[Stored data entries]
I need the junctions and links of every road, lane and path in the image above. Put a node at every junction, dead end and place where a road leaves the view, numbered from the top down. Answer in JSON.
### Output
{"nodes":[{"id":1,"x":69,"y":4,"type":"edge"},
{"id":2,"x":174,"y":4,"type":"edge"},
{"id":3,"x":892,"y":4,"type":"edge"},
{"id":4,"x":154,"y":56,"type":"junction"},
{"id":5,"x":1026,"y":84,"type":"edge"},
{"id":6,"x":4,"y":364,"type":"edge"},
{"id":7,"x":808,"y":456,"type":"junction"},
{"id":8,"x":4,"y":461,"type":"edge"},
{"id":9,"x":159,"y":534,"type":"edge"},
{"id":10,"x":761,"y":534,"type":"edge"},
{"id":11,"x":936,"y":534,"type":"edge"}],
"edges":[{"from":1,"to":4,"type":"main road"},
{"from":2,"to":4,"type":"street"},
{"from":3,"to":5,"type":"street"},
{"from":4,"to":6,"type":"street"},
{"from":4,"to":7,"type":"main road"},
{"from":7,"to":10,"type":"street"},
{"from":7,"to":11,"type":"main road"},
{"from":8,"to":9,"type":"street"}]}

◆ Your goal
Print each record word for word.

◆ Solution for this task
I need the junctions and links of every road, lane and path in the image above. Put a node at every junction, dead end and place where a road leaves the view, numbered from the top down. Answer in JSON.
### Output
{"nodes":[{"id":1,"x":69,"y":4,"type":"edge"},
{"id":2,"x":174,"y":4,"type":"edge"},
{"id":3,"x":892,"y":4,"type":"edge"},
{"id":4,"x":154,"y":56,"type":"junction"},
{"id":5,"x":1026,"y":84,"type":"edge"},
{"id":6,"x":4,"y":364,"type":"edge"},
{"id":7,"x":808,"y":456,"type":"junction"},
{"id":8,"x":4,"y":461,"type":"edge"},
{"id":9,"x":159,"y":534,"type":"edge"},
{"id":10,"x":761,"y":534,"type":"edge"},
{"id":11,"x":936,"y":534,"type":"edge"}],
"edges":[{"from":1,"to":4,"type":"main road"},
{"from":2,"to":4,"type":"street"},
{"from":3,"to":5,"type":"street"},
{"from":4,"to":6,"type":"street"},
{"from":4,"to":7,"type":"main road"},
{"from":7,"to":10,"type":"street"},
{"from":7,"to":11,"type":"main road"},
{"from":8,"to":9,"type":"street"}]}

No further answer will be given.